Low reliability: The three-phase excitation synchronous motor has a complex excitation system (excitation winding, slip ring, excitation power supply system, etc.), which is relatively larger in size and weight, complex in structure, strict in production process, low in system reliability, and large in maintenance workload. In addition, the magnetic field strength of the three-phase excitation synchronous motor needs to be precisely controlled by the control system, so the control system has high requirements.
High maintenance: Three-phase excitation synchronous motors have a complex excitation system. Excitation windings and slip rings need to be maintained every few years, and the maintenance cost is relatively high;
Troublesome loading and unloading: During the disassembly and assembly of medium and large power three-phase excitation synchronous motors, the stator, rotor and supporting components need to be disassembled and assembled, which requires high precision and is time-consuming and labor-intensive.
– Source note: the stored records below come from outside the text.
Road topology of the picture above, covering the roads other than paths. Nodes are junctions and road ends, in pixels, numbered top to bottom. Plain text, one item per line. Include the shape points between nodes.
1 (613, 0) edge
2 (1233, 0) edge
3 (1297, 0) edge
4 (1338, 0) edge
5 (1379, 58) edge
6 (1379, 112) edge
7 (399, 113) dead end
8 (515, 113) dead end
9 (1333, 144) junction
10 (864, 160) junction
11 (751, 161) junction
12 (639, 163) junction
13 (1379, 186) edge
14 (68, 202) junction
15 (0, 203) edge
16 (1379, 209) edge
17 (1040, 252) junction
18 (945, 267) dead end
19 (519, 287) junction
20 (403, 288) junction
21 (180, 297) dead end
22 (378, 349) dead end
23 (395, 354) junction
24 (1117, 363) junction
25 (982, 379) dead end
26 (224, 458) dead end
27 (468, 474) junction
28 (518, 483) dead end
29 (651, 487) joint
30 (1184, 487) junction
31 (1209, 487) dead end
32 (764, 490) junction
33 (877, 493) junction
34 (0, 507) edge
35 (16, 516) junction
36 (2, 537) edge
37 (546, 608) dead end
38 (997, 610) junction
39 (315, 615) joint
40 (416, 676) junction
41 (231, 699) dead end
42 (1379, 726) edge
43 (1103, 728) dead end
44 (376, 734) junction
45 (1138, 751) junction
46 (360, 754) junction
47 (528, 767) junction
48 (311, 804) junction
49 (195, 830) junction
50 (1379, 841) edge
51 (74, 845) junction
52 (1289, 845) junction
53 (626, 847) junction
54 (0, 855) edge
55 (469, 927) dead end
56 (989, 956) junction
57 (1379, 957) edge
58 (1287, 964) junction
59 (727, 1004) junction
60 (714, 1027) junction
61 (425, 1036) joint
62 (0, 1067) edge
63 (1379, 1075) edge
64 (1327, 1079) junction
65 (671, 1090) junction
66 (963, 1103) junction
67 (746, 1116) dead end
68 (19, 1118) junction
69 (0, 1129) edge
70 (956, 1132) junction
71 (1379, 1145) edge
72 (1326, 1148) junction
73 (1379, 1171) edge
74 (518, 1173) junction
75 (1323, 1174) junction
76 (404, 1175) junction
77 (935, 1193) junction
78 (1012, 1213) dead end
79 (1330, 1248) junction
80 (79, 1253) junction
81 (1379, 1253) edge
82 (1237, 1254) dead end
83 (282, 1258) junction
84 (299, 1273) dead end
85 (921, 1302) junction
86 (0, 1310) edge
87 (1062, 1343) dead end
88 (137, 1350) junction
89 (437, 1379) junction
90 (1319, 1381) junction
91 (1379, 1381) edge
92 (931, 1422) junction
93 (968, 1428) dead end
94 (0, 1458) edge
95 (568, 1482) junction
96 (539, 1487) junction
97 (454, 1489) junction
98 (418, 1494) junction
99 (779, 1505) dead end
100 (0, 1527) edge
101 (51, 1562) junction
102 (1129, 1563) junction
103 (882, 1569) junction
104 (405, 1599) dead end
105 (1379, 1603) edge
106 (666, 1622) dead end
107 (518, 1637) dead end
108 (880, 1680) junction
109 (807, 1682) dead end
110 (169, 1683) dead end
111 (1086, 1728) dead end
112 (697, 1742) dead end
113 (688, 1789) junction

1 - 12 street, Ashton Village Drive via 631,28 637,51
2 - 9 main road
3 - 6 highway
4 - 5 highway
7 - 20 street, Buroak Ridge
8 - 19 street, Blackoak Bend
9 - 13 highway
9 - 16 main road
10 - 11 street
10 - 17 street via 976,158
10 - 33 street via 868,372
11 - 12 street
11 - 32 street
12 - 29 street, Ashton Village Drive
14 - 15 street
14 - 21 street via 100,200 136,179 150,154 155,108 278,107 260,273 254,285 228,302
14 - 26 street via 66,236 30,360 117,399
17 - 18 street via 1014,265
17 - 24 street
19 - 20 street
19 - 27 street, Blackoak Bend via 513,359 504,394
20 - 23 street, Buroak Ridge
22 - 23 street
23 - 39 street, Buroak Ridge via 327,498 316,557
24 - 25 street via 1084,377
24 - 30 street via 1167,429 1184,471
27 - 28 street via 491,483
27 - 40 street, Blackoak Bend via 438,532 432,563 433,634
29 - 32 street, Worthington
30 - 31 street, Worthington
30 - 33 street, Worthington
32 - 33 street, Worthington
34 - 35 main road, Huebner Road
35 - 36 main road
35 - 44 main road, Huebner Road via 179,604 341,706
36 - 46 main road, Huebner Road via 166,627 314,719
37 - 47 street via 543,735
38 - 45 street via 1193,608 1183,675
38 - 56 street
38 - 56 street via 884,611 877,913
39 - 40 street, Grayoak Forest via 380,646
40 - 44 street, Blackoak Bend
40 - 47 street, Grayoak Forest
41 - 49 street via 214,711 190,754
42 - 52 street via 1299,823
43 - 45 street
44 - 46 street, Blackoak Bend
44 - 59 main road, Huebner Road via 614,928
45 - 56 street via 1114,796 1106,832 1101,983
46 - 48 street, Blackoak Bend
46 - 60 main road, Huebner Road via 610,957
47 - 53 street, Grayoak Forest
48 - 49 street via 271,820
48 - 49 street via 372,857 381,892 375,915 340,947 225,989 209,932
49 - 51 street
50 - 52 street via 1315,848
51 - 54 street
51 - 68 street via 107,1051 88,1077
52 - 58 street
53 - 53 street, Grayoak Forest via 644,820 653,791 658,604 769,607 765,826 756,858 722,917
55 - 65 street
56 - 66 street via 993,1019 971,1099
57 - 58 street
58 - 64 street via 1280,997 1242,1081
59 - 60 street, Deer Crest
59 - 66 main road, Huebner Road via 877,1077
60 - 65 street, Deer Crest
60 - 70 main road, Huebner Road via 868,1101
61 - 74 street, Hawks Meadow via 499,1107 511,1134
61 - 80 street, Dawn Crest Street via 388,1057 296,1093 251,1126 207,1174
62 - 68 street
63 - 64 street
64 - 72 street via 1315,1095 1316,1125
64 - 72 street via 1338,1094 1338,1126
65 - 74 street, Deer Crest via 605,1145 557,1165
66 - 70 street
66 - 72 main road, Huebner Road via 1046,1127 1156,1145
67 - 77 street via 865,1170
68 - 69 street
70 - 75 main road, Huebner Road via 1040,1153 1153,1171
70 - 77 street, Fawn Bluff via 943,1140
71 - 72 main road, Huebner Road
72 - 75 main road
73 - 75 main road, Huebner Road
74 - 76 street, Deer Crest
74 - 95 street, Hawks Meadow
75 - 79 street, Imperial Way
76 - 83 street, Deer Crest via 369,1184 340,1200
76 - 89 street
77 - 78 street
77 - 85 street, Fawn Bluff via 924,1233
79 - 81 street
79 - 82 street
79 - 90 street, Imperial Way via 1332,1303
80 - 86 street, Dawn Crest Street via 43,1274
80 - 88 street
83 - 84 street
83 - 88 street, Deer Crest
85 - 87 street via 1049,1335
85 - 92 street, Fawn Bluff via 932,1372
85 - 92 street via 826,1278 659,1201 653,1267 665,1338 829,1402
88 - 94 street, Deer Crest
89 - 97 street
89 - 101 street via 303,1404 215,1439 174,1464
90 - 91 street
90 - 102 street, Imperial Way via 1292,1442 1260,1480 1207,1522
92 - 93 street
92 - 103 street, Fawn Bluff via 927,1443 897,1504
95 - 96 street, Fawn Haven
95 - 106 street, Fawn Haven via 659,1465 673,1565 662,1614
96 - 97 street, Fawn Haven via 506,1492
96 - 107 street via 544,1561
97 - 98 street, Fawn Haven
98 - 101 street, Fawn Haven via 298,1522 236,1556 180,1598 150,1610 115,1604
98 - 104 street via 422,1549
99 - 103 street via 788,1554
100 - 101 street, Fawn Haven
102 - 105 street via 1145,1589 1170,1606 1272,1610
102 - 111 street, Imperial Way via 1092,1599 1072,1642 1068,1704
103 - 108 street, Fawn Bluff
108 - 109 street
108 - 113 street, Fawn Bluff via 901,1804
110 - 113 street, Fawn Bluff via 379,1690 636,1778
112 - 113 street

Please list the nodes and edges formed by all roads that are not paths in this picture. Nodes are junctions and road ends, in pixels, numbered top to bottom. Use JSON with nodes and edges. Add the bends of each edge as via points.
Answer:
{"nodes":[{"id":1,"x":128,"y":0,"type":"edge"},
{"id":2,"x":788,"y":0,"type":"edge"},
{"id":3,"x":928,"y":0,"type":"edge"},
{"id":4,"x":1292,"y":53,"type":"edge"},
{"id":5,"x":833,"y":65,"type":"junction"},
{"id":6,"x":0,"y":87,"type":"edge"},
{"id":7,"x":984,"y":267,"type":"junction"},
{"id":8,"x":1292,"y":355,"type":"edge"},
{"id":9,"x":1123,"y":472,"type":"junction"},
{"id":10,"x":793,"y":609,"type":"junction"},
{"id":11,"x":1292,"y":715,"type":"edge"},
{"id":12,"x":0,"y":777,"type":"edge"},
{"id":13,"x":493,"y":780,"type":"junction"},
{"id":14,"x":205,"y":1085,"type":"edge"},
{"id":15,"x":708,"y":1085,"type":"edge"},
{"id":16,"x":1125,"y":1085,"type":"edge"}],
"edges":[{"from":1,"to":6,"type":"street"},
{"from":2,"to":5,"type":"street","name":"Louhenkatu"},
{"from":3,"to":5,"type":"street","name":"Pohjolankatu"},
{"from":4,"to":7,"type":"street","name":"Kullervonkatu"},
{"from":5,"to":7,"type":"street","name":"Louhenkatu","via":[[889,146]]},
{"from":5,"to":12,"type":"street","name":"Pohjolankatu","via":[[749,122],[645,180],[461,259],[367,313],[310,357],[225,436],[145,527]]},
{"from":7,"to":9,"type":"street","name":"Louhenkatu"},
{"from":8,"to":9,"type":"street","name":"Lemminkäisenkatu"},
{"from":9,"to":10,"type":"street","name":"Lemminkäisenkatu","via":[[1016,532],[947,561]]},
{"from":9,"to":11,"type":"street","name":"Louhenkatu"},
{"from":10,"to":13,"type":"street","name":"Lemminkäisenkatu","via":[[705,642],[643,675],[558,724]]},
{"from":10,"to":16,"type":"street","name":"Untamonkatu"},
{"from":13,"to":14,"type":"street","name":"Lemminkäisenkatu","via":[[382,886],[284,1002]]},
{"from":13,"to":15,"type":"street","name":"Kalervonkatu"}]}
The high-voltage direct-drive new direct-operation permanent magnet motor has the same voltage and rated speed as the three-phase high-voltage excitation synchronous motor, and the starting system has all the functions of variable frequency starting, industrial frequency operation and one-to-many. First, the ball mill at the rear end is driven to start slowly at a low speed through the starting cabinet. When the rated speed is reached, the permanent magnet direct-drive motor is switched to industrial frequency operation through the conversion system. After normal operation, it is the same as the original three-phase high-voltage excitation synchronous motor, without any adjustment. The motor saves efficiency according to the change of material load;
Therefore, in the actual normal operation process, there is no loss of high-voltage frequency conversion and transformer (accounting for more than 4.5% of the system energy saving), the whole system has higher power saving efficiency, and the starting cabinet can achieve the effect of starting multiple three-phase synchronous high-voltage excitation motors with one cabinet, realizing one-to-many comprehensive control, and multiple motors can share a set of starting switching system, which can effectively reduce costs.